» Exercise description: Your task is to print the listing exactly as it stands.

» Records shown:
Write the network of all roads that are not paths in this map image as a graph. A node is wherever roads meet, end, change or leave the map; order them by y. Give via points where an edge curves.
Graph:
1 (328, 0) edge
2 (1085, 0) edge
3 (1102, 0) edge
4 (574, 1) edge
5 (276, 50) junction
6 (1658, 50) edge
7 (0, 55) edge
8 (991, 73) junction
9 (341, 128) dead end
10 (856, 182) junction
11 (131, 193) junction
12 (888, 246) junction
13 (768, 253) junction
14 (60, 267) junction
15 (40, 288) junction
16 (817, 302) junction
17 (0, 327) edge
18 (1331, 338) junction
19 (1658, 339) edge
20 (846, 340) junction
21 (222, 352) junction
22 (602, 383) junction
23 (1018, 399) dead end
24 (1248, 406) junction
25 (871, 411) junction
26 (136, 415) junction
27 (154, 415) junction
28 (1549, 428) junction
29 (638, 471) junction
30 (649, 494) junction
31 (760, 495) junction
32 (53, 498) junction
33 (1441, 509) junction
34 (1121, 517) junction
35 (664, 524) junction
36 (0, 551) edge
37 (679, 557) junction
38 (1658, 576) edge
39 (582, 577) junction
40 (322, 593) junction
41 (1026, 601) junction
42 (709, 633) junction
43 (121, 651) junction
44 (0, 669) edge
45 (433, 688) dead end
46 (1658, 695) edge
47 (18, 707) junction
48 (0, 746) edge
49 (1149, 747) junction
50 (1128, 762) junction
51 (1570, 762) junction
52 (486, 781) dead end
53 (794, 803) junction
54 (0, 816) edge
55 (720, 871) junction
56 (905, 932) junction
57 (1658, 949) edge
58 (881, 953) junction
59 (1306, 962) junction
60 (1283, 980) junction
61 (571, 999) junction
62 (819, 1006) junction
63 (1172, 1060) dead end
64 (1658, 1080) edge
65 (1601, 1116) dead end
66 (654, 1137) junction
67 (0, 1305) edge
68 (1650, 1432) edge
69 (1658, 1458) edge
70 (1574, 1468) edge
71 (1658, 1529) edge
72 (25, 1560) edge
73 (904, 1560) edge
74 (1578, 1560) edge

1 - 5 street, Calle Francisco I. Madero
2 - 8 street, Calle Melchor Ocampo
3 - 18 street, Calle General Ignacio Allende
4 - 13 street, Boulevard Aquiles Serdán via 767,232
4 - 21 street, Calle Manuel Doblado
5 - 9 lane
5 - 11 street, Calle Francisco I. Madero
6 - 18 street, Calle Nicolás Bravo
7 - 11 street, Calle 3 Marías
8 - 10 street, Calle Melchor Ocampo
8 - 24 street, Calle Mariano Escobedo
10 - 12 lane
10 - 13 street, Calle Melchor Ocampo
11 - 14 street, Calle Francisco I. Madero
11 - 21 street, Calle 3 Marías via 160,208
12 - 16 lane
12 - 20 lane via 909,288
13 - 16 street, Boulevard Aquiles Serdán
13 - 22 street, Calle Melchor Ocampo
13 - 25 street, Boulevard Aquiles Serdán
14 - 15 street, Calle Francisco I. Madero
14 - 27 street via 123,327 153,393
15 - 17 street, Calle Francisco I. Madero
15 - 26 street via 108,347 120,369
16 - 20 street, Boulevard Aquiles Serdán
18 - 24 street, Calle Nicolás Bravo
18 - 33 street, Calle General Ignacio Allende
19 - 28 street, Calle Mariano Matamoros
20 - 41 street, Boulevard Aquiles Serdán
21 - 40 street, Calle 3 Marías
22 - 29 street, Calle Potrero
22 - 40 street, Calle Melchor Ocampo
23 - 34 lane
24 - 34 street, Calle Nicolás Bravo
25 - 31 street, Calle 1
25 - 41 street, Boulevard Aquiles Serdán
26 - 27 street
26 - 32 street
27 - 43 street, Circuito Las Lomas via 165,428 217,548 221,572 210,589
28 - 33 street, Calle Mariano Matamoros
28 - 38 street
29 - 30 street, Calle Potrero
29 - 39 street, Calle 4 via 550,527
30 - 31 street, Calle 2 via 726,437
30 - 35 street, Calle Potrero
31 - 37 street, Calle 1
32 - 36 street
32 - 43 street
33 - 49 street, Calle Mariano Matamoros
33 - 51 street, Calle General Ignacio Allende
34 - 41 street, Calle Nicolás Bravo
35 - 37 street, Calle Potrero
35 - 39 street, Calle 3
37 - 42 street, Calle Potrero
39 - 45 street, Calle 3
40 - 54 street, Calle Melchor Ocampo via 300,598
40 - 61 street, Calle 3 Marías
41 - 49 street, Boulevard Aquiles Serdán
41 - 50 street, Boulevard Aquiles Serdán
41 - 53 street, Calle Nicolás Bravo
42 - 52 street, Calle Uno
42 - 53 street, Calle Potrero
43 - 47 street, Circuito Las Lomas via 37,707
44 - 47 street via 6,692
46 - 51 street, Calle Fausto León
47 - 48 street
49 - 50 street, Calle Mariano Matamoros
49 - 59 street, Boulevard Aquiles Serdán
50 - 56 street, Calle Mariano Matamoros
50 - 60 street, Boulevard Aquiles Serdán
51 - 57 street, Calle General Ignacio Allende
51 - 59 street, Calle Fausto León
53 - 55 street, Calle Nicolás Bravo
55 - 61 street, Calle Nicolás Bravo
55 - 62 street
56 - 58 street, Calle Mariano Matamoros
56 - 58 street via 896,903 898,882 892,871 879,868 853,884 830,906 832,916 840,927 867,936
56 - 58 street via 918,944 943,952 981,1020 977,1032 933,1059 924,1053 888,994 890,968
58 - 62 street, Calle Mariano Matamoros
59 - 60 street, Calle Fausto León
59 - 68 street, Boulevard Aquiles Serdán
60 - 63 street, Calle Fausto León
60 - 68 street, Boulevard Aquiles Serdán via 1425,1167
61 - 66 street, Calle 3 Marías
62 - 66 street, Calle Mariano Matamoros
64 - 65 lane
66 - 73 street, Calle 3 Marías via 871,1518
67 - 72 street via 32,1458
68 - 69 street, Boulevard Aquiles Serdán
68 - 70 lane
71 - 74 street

» Problem solution:
Write the network of all roads that are not paths in this map image as a graph. A node is wherever roads meet, end, change or leave the map; order them by y. Give via points where an edge curves.
Graph:
1 (328, 0) edge
2 (1085, 0) edge
3 (1102, 0) edge
4 (574, 1) edge
5 (276, 50) junction
6 (1658, 50) edge
7 (0, 55) edge
8 (991, 73) junction
9 (341, 128) dead end
10 (856, 182) junction
11 (131, 193) junction
12 (888, 246) junction
13 (768, 253) junction
14 (60, 267) junction
15 (40, 288) junction
16 (817, 302) junction
17 (0, 327) edge
18 (1331, 338) junction
19 (1658, 339) edge
20 (846, 340) junction
21 (222, 352) junction
22 (602, 383) junction
23 (1018, 399) dead end
24 (1248, 406) junction
25 (871, 411) junction
26 (136, 415) junction
27 (154, 415) junction
28 (1549, 428) junction
29 (638, 471) junction
30 (649, 494) junction
31 (760, 495) junction
32 (53, 498) junction
33 (1441, 509) junction
34 (1121, 517) junction
35 (664, 524) junction
36 (0, 551) edge
37 (679, 557) junction
38 (1658, 576) edge
39 (582, 577) junction
40 (322, 593) junction
41 (1026, 601) junction
42 (709, 633) junction
43 (121, 651) junction
44 (0, 669) edge
45 (433, 688) dead end
46 (1658, 695) edge
47 (18, 707) junction
48 (0, 746) edge
49 (1149, 747) junction
50 (1128, 762) junction
51 (1570, 762) junction
52 (486, 781) dead end
53 (794, 803) junction
54 (0, 816) edge
55 (720, 871) junction
56 (905, 932) junction
57 (1658, 949) edge
58 (881, 953) junction
59 (1306, 962) junction
60 (1283, 980) junction
61 (571, 999) junction
62 (819, 1006) junction
63 (1172, 1060) dead end
64 (1658, 1080) edge
65 (1601, 1116) dead end
66 (654, 1137) junction
67 (0, 1305) edge
68 (1650, 1432) edge
69 (1658, 1458) edge
70 (1574, 1468) edge
71 (1658, 1529) edge
72 (25, 1560) edge
73 (904, 1560) edge
74 (1578, 1560) edge

1 - 5 street, Calle Francisco I. Madero
2 - 8 street, Calle Melchor Ocampo
3 - 18 street, Calle General Ignacio Allende
4 - 13 street, Boulevard Aquiles Serdán via 767,232
4 - 21 street, Calle Manuel Doblado
5 - 9 lane
5 - 11 street, Calle Francisco I. Madero
6 - 18 street, Calle Nicolás Bravo
7 - 11 street, Calle 3 Marías
8 - 10 street, Calle Melchor Ocampo
8 - 24 street, Calle Mariano Escobedo
10 - 12 lane
10 - 13 street, Calle Melchor Ocampo
11 - 14 street, Calle Francisco I. Madero
11 - 21 street, Calle 3 Marías via 160,208
12 - 16 lane
12 - 20 lane via 909,288
13 - 16 street, Boulevard Aquiles Serdán
13 - 22 street, Calle Melchor Ocampo
13 - 25 street, Boulevard Aquiles Serdán
14 - 15 street, Calle Francisco I. Madero
14 - 27 street via 123,327 153,393
15 - 17 street, Calle Francisco I. Madero
15 - 26 street via 108,347 120,369
16 - 20 street, Boulevard Aquiles Serdán
18 - 24 street, Calle Nicolás Bravo
18 - 33 street, Calle General Ignacio Allende
19 - 28 street, Calle Mariano Matamoros
20 - 41 street, Boulevard Aquiles Serdán
21 - 40 street, Calle 3 Marías
22 - 29 street, Calle Potrero
22 - 40 street, Calle Melchor Ocampo
23 - 34 lane
24 - 34 street, Calle Nicolás Bravo
25 - 31 street, Calle 1
25 - 41 street, Boulevard Aquiles Serdán
26 - 27 street
26 - 32 street
27 - 43 street, Circuito Las Lomas via 165,428 217,548 221,572 210,589
28 - 33 street, Calle Mariano Matamoros
28 - 38 street
29 - 30 street, Calle Potrero
29 - 39 street, Calle 4 via 550,527
30 - 31 street, Calle 2 via 726,437
30 - 35 street, Calle Potrero
31 - 37 street, Calle 1
32 - 36 street
32 - 43 street
33 - 49 street, Calle Mariano Matamoros
33 - 51 street, Calle General Ignacio Allende
34 - 41 street, Calle Nicolás Bravo
35 - 37 street, Calle Potrero
35 - 39 street, Calle 3
37 - 42 street, Calle Potrero
39 - 45 street, Calle 3
40 - 54 street, Calle Melchor Ocampo via 300,598
40 - 61 street, Calle 3 Marías
41 - 49 street, Boulevard Aquiles Serdán
41 - 50 street, Boulevard Aquiles Serdán
41 - 53 street, Calle Nicolás Bravo
42 - 52 street, Calle Uno
42 - 53 street, Calle Potrero
43 - 47 street, Circuito Las Lomas via 37,707
44 - 47 street via 6,692
46 - 51 street, Calle Fausto León
47 - 48 street
49 - 50 street, Calle Mariano Matamoros
49 - 59 street, Boulevard Aquiles Serdán
50 - 56 street, Calle Mariano Matamoros
50 - 60 street, Boulevard Aquiles Serdán
51 - 57 street, Calle General Ignacio Allende
51 - 59 street, Calle Fausto León
53 - 55 street, Calle Nicolás Bravo
55 - 61 street, Calle Nicolás Bravo
55 - 62 street
56 - 58 street, Calle Mariano Matamoros
56 - 58 street via 896,903 898,882 892,871 879,868 853,884 830,906 832,916 840,927 867,936
56 - 58 street via 918,944 943,952 981,1020 977,1032 933,1059 924,1053 888,994 890,968
58 - 62 street, Calle Mariano Matamoros
59 - 60 street, Calle Fausto León
59 - 68 street, Boulevard Aquiles Serdán
60 - 63 street, Calle Fausto León
60 - 68 street, Boulevard Aquiles Serdán via 1425,1167
61 - 66 street, Calle 3 Marías
62 - 66 street, Calle Mariano Matamoros
64 - 65 lane
66 - 73 street, Calle 3 Marías via 871,1518
67 - 72 street via 32,1458
68 - 69 street, Boulevard Aquiles Serdán
68 - 70 lane
71 - 74 street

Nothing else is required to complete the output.